(Stored data entries)
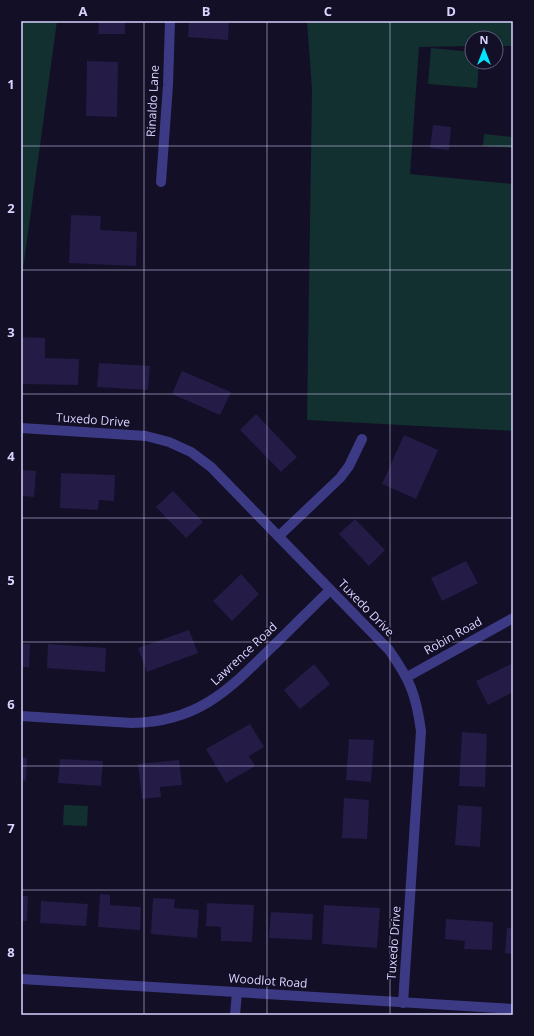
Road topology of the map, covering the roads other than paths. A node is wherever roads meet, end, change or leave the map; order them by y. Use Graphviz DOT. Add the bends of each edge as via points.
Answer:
graph roads {
  1 [pos="170,21"];
  2 [pos="161,182"];
  3 [pos="21,428"];
  4 [pos="362,439"];
  5 [pos="279,536"];
  6 [pos="330,590"];
  7 [pos="513,618"];
  8 [pos="407,677"];
  9 [pos="21,716"];
  10 [pos="21,979"];
  11 [pos="237,992"];
  12 [pos="403,1003"];
  13 [pos="513,1009"];
  14 [pos="235,1015"];
  1 -- 2 [label="street, Rinaldo Lane"];
  3 -- 5 [label="street, Tuxedo Drive" via="146,436 169,442 191,452 211,467"];
  4 -- 5 [label="street" via="340,478"];
  5 -- 6 [label="street, Tuxedo Drive"];
  6 -- 8 [label="street, Tuxedo Drive" via="389,650"];
  6 -- 9 [label="street, Lawrence Road" via="239,680 196,710 173,719 148,723"];
  7 -- 8 [label="street, Robin Road"];
  8 -- 12 [label="street, Tuxedo Drive" via="418,709 420,731"];
  10 -- 11 [label="street, Woodlot Road"];
  11 -- 12 [label="street, Woodlot Road"];
  11 -- 14 [label="street"];
  12 -- 13 [label="street, Woodlot Road"];
}
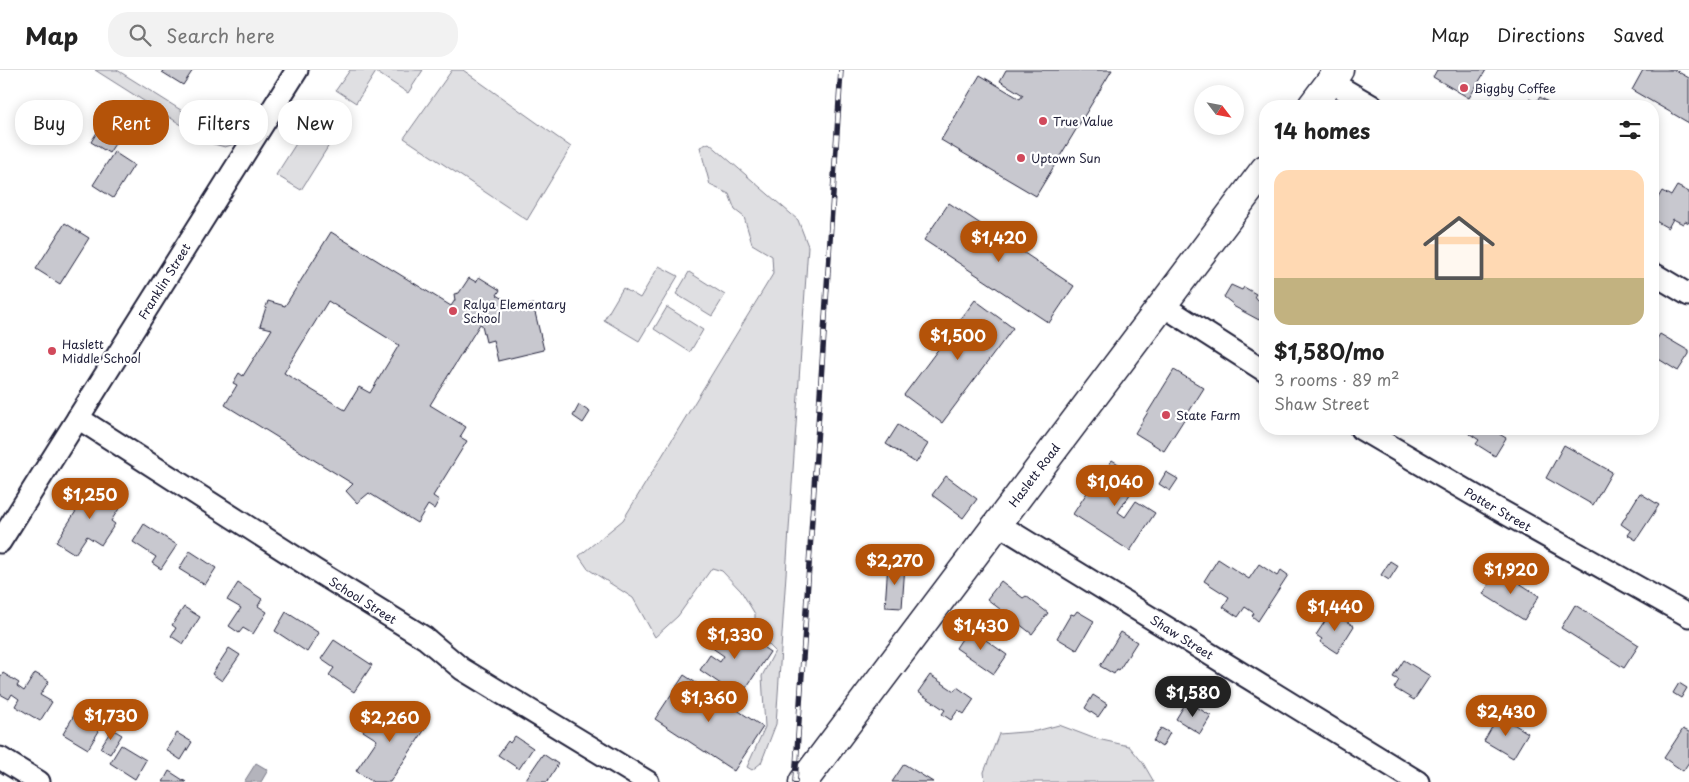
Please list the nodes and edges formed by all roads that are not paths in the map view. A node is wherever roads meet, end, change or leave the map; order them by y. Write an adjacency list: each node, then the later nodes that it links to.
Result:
1 (297, 70): 10 (street, Franklin Street)
2 (1335, 76): 3 (street); 4 (street)
3 (1317, 100)
4 (1365, 100)
5 (1259, 177): 8 (street, Haslett Road)
6 (1659, 277): 7 (street)
7 (1689, 295)
8 (1162, 305): 9 (street); 12 (street, Haslett Road)
9 (1259, 367)
10 (78, 418): 13 (street, Franklin Street); 17 (street, School Street)
11 (1371, 435): 14 (street, Potter Street)
12 (998, 524): 18 (street, Haslett Road); 19 (street, Shaw Street)
13 (0, 542)
14 (1689, 616)
15 (0, 758): 16 (street)
16 (39, 782)
17 (648, 782)
18 (803, 782)
19 (1418, 782)

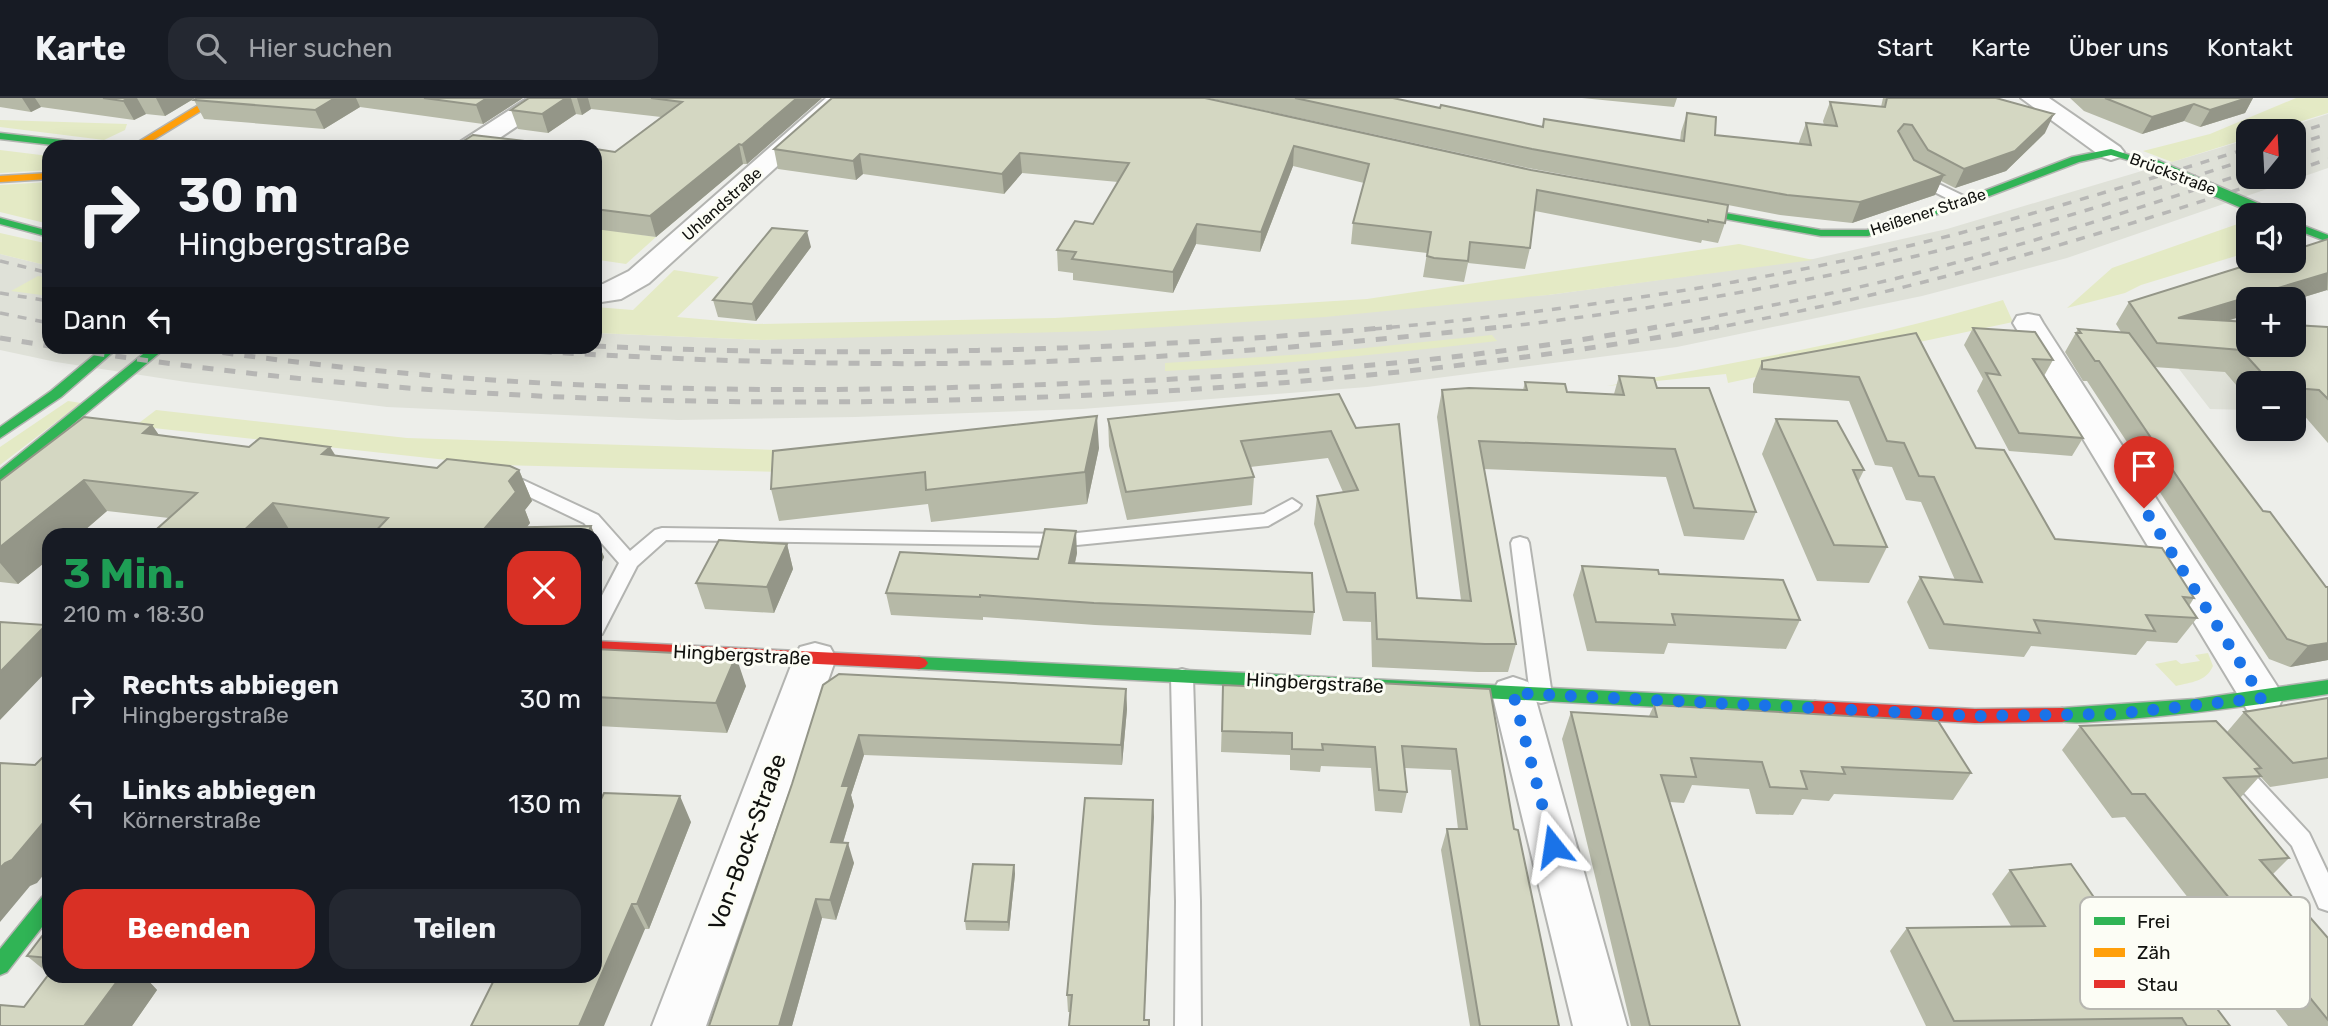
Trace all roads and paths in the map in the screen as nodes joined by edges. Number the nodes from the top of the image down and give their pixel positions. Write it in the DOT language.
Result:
graph roads {
  1 [pos="217,98"];
  2 [pos="544,98"];
  3 [pos="840,98"];
  4 [pos="2033,98"];
  5 [pos="0,136"];
  6 [pos="147,140"];
  7 [pos="480,140"];
  8 [pos="42,141"];
  9 [pos="2111,152"];
  10 [pos="1908,170"];
  11 [pos="42,177"];
  12 [pos="0,180"];
  13 [pos="1965,202"];
  14 [pos="2244,203"];
  15 [pos="1655,204"];
  16 [pos="0,221"];
  17 [pos="2306,230"];
  18 [pos="42,232"];
  19 [pos="2328,240"];
  20 [pos="2306,247"];
  21 [pos="602,293"];
  22 [pos="2028,323"];
  23 [pos="104,354"];
  24 [pos="152,354"];
  25 [pos="0,434"];
  26 [pos="0,477"];
  27 [pos="490,481"];
  28 [pos="1292,505"];
  29 [pos="599,528"];
  30 [pos="602,531"];
  31 [pos="1520,543"];
  32 [pos="629,562"];
  33 [pos="602,615"];
  34 [pos="602,647"];
  35 [pos="815,659"];
  36 [pos="1182,677"];
  37 [pos="2328,687"];
  38 [pos="1527,694"];
  39 [pos="2262,698"];
  40 [pos="2179,707"];
  41 [pos="2197,727"];
  42 [pos="2216,747"];
  43 [pos="2328,900"];
  44 [pos="42,912"];
  45 [pos="0,965"];
  46 [pos="679,1026"];
  47 [pos="1188,1026"];
  48 [pos="1600,1026"];
  1 -- 6 [label="street"];
  2 -- 7 [label="street"];
  3 -- 21 [label="street, Uhlandstraße"];
  4 -- 9 [label="street"];
  5 -- 8 [label="street"];
  9 -- 13 [label="street, Heißener Straße"];
  9 -- 14 [label="street, Brückstraße, bridge"];
  10 -- 13 [label="lane"];
  11 -- 12 [label="street"];
  13 -- 15 [label="street, Heißener Straße"];
  16 -- 18 [label="street"];
  17 -- 19 [label="street"];
  19 -- 20 [label="street"];
  22 -- 39 [label="street"];
  23 -- 25 [label="street"];
  24 -- 26 [label="street"];
  27 -- 29 [label="lane"];
  28 -- 32 [label="lane"];
  30 -- 32 [label="lane"];
  31 -- 38 [label="lane"];
  32 -- 33 [label="lane"];
  34 -- 35 [label="street, Hingbergstraße"];
  35 -- 36 [label="street, Hingbergstraße"];
  35 -- 46 [label="street, Von-Bock-Straße"];
  36 -- 38 [label="street, Hingbergstraße"];
  36 -- 47 [label="lane"];
  37 -- 39 [label="street, Hingbergstraße"];
  38 -- 40 [label="street, Hingbergstraße"];
  38 -- 48 [label="street"];
  39 -- 40 [label="street, Hingbergstraße"];
  40 -- 41 [label="lane"];
  42 -- 43 [label="lane"];
  44 -- 45 [label="street"];
}
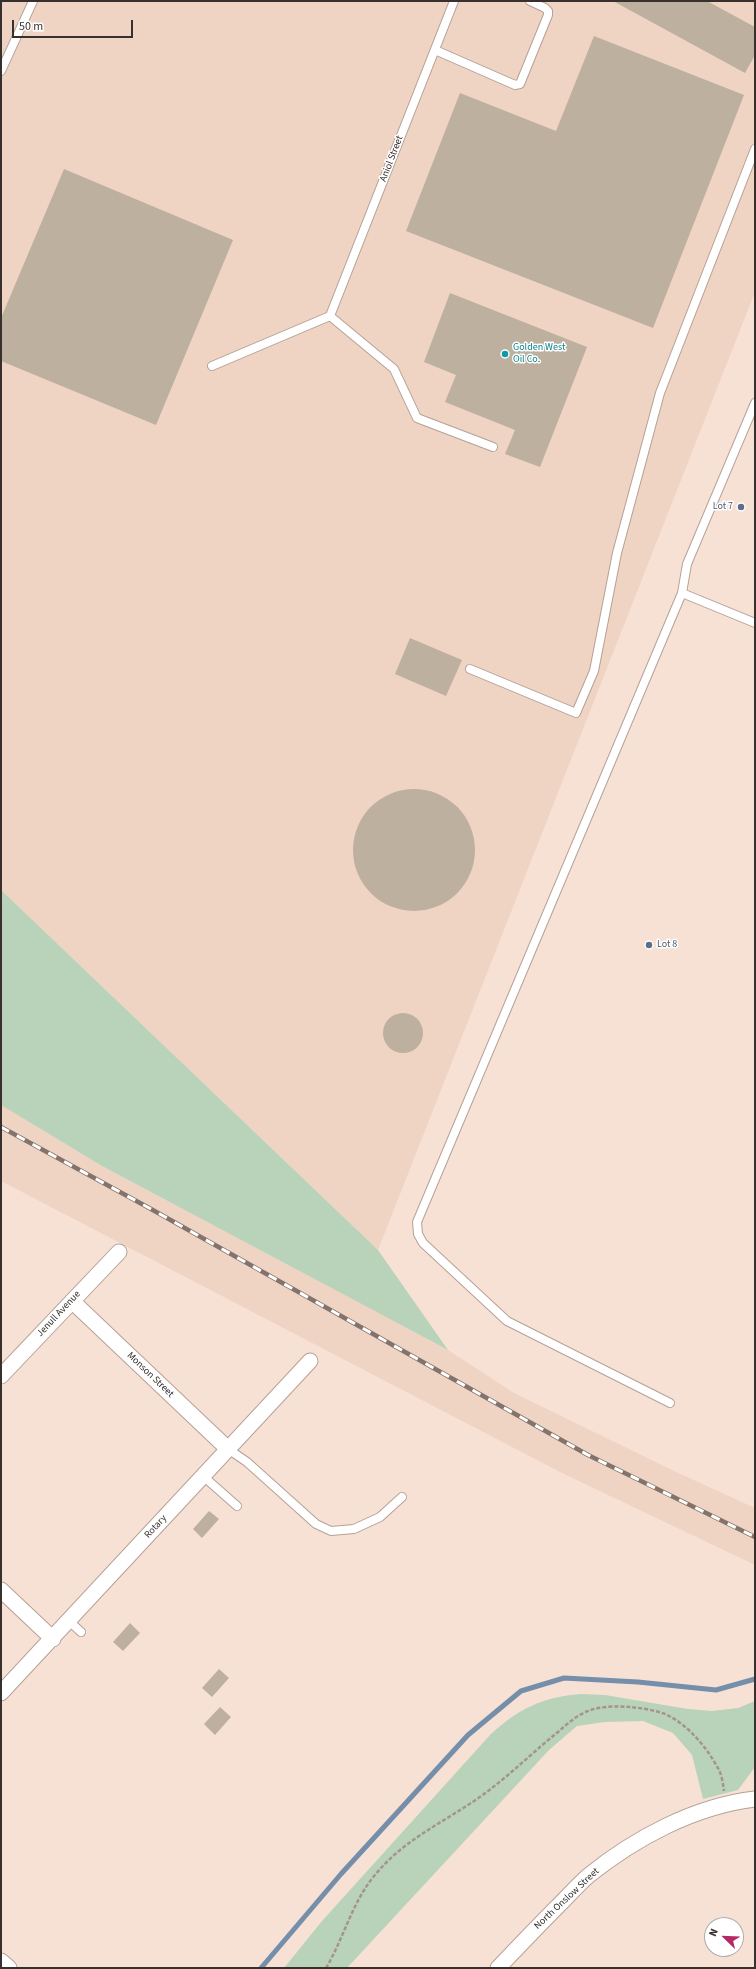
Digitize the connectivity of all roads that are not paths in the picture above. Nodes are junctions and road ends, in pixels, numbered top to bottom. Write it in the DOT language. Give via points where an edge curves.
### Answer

- Task prompt
Transcribe the entries word for word, without their pictures.

- Output for this exercise
Road topology of the map, covering the roads other than paths. A node is wherever roads meet, end, change or leave the map; order them by y. Use Graphviz DOT. Add the bends of each edge as via points.
Answer:
graph roads {
  1 [pos="170,21"];
  2 [pos="161,182"];
  3 [pos="21,428"];
  4 [pos="362,439"];
  5 [pos="279,536"];
  6 [pos="330,590"];
  7 [pos="513,618"];
  8 [pos="407,677"];
  9 [pos="21,716"];
  10 [pos="21,979"];
  11 [pos="237,992"];
  12 [pos="403,1003"];
  13 [pos="513,1009"];
  14 [pos="235,1015"];
  1 -- 2 [label="street, Rinaldo Lane"];
  3 -- 5 [label="street, Tuxedo Drive" via="146,436 169,442 191,452 211,467"];
  4 -- 5 [label="street" via="340,478"];
  5 -- 6 [label="street, Tuxedo Drive"];
  6 -- 8 [label="street, Tuxedo Drive" via="389,650"];
  6 -- 9 [label="street, Lawrence Road" via="239,680 196,710 173,719 148,723"];
  7 -- 8 [label="street, Robin Road"];
  8 -- 12 [label="street, Tuxedo Drive" via="418,709 420,731"];
  10 -- 11 [label="street, Woodlot Road"];
  11 -- 12 [label="street, Woodlot Road"];
  11 -- 14 [label="street"];
  12 -- 13 [label="street, Woodlot Road"];
}
Please list the nodes and edges formed by all roads that are not paths in the map view. A node is wherever roads meet, end, change or leave the map; order them by y. Write an adjacency list: each node, then the later nodes that it links to.
Result:
1 (297, 70): 10 (street, Franklin Street)
2 (1335, 76): 3 (street); 4 (street)
3 (1317, 100)
4 (1365, 100)
5 (1259, 177): 8 (street, Haslett Road)
6 (1659, 277): 7 (street)
7 (1689, 295)
8 (1162, 305): 9 (street); 12 (street, Haslett Road)
9 (1259, 367)
10 (78, 418): 13 (street, Franklin Street); 17 (street, School Street)
11 (1371, 435): 14 (street, Potter Street)
12 (998, 524): 18 (street, Haslett Road); 19 (street, Shaw Street)
13 (0, 542)
14 (1689, 616)
15 (0, 758): 16 (street)
16 (39, 782)
17 (648, 782)
18 (803, 782)
19 (1418, 782)

Trace all roads and paths in the map in the screen as nodes joined by edges. Number the nodes from the top of the image down and give their pixel positions. Write it in the DOT language.
Result:
graph roads {
  1 [pos="217,98"];
  2 [pos="544,98"];
  3 [pos="840,98"];
  4 [pos="2033,98"];
  5 [pos="0,136"];
  6 [pos="147,140"];
  7 [pos="480,140"];
  8 [pos="42,141"];
  9 [pos="2111,152"];
  10 [pos="1908,170"];
  11 [pos="42,177"];
  12 [pos="0,180"];
  13 [pos="1965,202"];
  14 [pos="2244,203"];
  15 [pos="1655,204"];
  16 [pos="0,221"];
  17 [pos="2306,230"];
  18 [pos="42,232"];
  19 [pos="2328,240"];
  20 [pos="2306,247"];
  21 [pos="602,293"];
  22 [pos="2028,323"];
  23 [pos="104,354"];
  24 [pos="152,354"];
  25 [pos="0,434"];
  26 [pos="0,477"];
  27 [pos="490,481"];
  28 [pos="1292,505"];
  29 [pos="599,528"];
  30 [pos="602,531"];
  31 [pos="1520,543"];
  32 [pos="629,562"];
  33 [pos="602,615"];
  34 [pos="602,647"];
  35 [pos="815,659"];
  36 [pos="1182,677"];
  37 [pos="2328,687"];
  38 [pos="1527,694"];
  39 [pos="2262,698"];
  40 [pos="2179,707"];
  41 [pos="2197,727"];
  42 [pos="2216,747"];
  43 [pos="2328,900"];
  44 [pos="42,912"];
  45 [pos="0,965"];
  46 [pos="679,1026"];
  47 [pos="1188,1026"];
  48 [pos="1600,1026"];
  1 -- 6 [label="street"];
  2 -- 7 [label="street"];
  3 -- 21 [label="street, Uhlandstraße"];
  4 -- 9 [label="street"];
  5 -- 8 [label="street"];
  9 -- 13 [label="street, Heißener Straße"];
  9 -- 14 [label="street, Brückstraße, bridge"];
  10 -- 13 [label="lane"];
  11 -- 12 [label="street"];
  13 -- 15 [label="street, Heißener Straße"];
  16 -- 18 [label="street"];
  17 -- 19 [label="street"];
  19 -- 20 [label="street"];
  22 -- 39 [label="street"];
  23 -- 25 [label="street"];
  24 -- 26 [label="street"];
  27 -- 29 [label="lane"];
  28 -- 32 [label="lane"];
  30 -- 32 [label="lane"];
  31 -- 38 [label="lane"];
  32 -- 33 [label="lane"];
  34 -- 35 [label="street, Hingbergstraße"];
  35 -- 36 [label="street, Hingbergstraße"];
  35 -- 46 [label="street, Von-Bock-Straße"];
  36 -- 38 [label="street, Hingbergstraße"];
  36 -- 47 [label="lane"];
  37 -- 39 [label="street, Hingbergstraße"];
  38 -- 40 [label="street, Hingbergstraße"];
  38 -- 48 [label="street"];
  39 -- 40 [label="street, Hingbergstraße"];
  40 -- 41 [label="lane"];
  42 -- 43 [label="lane"];
  44 -- 45 [label="street"];
}
Digitize the connectivity of all roads that are not paths in the picture above. Nodes are junctions and road ends, in pixels, numbered top to bottom. Write it in the DOT language. Give via points where an edge curves.
### Answer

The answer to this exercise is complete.